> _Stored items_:

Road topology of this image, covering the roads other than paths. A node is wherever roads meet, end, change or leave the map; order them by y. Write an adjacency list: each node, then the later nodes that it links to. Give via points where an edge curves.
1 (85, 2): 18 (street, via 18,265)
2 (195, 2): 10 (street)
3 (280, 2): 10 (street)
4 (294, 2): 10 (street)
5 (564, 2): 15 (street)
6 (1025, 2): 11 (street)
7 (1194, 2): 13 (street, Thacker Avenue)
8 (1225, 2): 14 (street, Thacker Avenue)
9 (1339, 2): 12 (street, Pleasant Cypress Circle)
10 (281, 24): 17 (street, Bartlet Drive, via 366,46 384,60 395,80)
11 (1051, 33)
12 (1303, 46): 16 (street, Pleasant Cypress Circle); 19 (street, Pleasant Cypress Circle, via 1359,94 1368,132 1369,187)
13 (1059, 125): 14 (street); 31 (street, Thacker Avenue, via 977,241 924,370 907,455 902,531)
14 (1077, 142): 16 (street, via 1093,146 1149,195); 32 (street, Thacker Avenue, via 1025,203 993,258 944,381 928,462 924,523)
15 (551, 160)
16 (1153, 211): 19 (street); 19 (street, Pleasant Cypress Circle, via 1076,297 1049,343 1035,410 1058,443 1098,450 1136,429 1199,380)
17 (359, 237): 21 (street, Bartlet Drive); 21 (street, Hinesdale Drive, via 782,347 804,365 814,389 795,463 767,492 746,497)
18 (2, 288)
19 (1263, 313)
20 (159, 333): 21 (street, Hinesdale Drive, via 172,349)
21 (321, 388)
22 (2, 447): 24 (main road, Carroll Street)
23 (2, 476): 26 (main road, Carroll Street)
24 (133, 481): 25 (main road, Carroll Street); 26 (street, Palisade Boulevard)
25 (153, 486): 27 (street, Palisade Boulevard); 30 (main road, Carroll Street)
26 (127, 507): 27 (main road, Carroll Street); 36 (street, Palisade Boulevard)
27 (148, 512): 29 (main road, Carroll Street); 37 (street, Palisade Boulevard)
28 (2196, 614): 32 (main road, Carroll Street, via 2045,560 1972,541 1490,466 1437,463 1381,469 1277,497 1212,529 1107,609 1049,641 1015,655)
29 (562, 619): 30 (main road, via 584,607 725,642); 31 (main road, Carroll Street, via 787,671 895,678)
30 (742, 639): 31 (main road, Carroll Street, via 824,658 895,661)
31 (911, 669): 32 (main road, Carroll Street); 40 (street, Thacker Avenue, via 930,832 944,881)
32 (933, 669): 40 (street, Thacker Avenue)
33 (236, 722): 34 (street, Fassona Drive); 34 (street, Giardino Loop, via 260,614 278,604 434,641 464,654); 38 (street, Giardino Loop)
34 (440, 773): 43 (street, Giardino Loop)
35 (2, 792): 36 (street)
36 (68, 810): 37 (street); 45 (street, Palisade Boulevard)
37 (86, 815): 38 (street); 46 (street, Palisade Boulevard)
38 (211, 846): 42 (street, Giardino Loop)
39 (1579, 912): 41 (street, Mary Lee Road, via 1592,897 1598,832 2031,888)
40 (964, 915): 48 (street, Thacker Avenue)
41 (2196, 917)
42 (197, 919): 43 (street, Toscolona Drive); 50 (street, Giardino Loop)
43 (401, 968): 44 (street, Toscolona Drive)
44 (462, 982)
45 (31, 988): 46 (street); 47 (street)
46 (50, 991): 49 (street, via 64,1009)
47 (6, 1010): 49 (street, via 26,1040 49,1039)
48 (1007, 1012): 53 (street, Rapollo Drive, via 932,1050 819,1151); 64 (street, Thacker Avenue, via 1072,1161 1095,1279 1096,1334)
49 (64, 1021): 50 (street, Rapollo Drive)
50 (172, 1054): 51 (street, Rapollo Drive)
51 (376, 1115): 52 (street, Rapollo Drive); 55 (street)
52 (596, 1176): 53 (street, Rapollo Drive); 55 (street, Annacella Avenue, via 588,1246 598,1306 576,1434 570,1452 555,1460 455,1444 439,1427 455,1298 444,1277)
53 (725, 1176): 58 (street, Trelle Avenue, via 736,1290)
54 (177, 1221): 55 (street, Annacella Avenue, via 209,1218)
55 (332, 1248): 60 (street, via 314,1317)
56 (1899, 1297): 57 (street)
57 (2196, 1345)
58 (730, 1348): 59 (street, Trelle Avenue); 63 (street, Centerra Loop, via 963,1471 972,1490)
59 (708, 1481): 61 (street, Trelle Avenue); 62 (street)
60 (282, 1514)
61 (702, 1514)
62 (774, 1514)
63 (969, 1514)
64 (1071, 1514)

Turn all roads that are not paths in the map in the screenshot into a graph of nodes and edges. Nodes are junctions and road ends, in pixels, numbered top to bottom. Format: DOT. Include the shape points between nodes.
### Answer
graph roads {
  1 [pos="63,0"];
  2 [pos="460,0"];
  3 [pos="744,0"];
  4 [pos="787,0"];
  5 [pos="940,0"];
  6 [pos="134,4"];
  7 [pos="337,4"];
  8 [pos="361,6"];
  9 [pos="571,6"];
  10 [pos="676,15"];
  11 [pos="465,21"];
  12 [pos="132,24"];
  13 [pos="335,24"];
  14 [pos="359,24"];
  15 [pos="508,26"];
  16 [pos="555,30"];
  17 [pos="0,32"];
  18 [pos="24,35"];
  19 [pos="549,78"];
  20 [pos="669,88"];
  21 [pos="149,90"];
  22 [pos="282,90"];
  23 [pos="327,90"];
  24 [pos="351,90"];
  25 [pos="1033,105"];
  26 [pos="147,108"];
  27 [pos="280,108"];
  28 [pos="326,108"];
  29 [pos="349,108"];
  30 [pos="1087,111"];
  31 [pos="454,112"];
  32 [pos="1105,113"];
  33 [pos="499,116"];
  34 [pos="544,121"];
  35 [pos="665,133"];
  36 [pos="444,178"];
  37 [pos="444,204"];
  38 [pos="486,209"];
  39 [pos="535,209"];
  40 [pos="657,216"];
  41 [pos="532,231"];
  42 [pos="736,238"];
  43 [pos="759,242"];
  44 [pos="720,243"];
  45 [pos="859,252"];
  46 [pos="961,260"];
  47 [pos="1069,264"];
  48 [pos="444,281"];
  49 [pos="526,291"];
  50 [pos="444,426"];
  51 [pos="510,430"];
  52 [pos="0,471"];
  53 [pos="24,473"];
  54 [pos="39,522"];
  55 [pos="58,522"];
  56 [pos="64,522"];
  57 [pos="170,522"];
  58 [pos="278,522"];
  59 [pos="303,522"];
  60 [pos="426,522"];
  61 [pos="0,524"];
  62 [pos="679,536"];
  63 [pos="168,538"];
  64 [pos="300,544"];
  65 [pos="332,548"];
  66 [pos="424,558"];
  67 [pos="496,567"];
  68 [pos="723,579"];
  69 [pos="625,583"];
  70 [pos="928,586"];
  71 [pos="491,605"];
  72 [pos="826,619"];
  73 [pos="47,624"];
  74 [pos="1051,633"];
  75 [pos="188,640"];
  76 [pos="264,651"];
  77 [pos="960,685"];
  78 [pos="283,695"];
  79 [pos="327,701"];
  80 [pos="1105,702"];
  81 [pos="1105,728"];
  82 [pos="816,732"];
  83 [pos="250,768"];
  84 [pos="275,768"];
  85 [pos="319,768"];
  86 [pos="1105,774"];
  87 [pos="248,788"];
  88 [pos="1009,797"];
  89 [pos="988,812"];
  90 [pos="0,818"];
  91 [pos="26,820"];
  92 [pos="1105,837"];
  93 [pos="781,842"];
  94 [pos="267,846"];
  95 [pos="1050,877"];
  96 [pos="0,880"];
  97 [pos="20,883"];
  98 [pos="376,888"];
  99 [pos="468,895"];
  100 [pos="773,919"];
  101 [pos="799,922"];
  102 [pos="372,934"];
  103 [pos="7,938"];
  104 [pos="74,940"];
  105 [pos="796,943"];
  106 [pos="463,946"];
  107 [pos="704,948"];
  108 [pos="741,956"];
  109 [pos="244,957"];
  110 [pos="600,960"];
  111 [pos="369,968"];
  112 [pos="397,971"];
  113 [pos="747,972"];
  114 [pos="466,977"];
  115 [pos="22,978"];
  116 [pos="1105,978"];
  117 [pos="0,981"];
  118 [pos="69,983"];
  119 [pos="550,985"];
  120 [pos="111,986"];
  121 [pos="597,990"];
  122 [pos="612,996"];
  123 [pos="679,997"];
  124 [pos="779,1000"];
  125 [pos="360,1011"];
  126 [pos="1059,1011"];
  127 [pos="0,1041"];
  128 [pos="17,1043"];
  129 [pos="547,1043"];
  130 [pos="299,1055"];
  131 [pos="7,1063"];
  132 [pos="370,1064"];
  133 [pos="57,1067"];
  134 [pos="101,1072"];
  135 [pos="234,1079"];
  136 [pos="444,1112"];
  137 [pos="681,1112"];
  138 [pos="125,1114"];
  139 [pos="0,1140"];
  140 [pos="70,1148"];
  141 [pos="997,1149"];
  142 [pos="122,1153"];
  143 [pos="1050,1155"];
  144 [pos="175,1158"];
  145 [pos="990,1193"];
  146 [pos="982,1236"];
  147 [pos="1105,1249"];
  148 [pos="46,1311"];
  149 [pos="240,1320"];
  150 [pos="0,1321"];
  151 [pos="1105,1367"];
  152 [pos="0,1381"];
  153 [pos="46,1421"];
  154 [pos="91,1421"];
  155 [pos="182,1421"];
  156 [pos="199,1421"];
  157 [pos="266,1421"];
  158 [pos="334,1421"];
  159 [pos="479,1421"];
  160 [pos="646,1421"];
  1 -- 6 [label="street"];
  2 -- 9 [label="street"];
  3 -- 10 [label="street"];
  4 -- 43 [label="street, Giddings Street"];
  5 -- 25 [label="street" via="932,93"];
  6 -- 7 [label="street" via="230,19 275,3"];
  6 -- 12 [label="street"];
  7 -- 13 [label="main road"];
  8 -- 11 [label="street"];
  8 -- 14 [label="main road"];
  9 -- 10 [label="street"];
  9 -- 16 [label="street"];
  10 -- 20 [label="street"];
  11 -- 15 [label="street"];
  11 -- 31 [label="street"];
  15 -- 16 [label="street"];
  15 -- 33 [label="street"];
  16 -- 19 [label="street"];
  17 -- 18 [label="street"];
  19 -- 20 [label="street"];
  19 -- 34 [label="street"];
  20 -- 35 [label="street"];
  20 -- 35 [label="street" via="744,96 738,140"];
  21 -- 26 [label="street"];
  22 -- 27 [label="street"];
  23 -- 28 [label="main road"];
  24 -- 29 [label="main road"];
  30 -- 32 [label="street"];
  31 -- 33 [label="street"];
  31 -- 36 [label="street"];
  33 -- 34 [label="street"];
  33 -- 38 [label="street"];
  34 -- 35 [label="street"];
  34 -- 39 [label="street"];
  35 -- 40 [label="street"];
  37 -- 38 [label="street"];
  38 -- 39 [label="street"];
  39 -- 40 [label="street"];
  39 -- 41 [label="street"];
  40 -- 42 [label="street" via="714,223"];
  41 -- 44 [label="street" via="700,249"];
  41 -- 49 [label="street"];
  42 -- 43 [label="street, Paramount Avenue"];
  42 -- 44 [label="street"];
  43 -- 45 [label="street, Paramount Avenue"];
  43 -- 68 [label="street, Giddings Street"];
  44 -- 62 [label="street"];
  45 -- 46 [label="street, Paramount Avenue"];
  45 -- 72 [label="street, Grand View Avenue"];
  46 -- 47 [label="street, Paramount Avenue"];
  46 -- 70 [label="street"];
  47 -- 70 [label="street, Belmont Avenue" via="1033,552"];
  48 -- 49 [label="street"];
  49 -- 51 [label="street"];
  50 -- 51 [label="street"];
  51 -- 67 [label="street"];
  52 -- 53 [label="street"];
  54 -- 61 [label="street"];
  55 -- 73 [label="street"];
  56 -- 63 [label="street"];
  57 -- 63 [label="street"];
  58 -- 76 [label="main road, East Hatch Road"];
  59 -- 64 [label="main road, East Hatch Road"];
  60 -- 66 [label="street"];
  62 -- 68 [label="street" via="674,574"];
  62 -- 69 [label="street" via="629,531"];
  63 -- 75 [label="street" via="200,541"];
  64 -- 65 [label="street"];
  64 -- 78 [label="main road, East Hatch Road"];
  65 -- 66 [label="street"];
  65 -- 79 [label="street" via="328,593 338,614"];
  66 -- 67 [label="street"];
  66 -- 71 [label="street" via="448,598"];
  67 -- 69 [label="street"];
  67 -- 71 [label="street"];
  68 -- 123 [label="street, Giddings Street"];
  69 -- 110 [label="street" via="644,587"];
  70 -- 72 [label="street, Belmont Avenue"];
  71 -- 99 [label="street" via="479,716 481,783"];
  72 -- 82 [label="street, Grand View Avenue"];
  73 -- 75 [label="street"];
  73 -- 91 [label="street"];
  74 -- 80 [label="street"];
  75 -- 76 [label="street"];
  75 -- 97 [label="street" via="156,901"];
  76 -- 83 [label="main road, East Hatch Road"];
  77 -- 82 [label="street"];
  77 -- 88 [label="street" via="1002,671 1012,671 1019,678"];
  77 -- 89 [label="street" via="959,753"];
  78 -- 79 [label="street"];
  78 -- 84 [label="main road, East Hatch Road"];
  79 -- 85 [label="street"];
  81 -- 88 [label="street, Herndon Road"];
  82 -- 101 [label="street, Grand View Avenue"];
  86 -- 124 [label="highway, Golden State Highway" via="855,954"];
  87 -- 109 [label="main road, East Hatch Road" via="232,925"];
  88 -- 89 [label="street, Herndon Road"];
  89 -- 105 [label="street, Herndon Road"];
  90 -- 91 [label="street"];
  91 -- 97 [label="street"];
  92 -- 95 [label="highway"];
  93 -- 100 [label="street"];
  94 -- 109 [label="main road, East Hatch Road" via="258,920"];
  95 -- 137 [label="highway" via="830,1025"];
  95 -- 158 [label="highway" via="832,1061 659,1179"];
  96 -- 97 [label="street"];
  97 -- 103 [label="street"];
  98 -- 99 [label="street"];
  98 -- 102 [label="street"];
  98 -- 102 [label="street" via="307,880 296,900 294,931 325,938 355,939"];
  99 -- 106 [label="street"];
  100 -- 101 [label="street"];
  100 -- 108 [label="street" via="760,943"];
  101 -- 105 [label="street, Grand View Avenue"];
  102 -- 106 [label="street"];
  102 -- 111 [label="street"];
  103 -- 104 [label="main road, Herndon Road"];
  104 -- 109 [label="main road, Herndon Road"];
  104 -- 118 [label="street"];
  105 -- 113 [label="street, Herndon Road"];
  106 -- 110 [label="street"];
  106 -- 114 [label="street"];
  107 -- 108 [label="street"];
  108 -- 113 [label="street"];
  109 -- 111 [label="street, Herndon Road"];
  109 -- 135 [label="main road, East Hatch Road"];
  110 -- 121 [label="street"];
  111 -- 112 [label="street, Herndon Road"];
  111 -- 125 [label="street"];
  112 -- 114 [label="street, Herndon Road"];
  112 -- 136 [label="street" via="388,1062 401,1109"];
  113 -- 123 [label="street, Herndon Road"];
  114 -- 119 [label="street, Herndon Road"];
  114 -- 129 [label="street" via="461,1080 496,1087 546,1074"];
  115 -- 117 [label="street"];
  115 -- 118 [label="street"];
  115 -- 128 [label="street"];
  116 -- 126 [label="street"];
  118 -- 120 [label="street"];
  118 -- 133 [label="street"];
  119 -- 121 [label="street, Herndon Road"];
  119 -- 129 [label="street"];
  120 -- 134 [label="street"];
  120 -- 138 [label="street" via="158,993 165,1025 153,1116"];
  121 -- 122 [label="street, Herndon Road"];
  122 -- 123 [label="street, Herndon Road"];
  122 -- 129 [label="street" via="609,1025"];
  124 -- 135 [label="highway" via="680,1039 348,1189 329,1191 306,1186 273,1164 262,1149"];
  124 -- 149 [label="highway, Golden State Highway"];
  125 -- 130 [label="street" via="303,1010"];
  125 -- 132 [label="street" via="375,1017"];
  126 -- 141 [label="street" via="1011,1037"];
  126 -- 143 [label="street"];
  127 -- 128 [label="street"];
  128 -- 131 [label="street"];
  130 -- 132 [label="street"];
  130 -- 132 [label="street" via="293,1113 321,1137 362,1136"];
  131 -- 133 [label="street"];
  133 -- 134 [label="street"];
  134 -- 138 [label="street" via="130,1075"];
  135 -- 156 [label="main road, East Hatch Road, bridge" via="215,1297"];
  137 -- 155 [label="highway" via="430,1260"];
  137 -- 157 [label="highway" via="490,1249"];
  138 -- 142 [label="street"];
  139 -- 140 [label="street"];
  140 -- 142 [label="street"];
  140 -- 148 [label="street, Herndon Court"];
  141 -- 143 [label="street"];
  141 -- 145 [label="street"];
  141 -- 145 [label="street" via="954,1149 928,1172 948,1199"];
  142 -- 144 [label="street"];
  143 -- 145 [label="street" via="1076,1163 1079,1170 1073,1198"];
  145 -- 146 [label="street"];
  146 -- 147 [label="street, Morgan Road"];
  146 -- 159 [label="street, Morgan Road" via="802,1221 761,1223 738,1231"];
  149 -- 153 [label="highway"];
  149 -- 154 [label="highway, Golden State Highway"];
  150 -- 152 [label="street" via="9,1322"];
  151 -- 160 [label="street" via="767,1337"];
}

> _The problem_: On how many lines above does "graph" occur? Say the number only.

> _The answer_: 2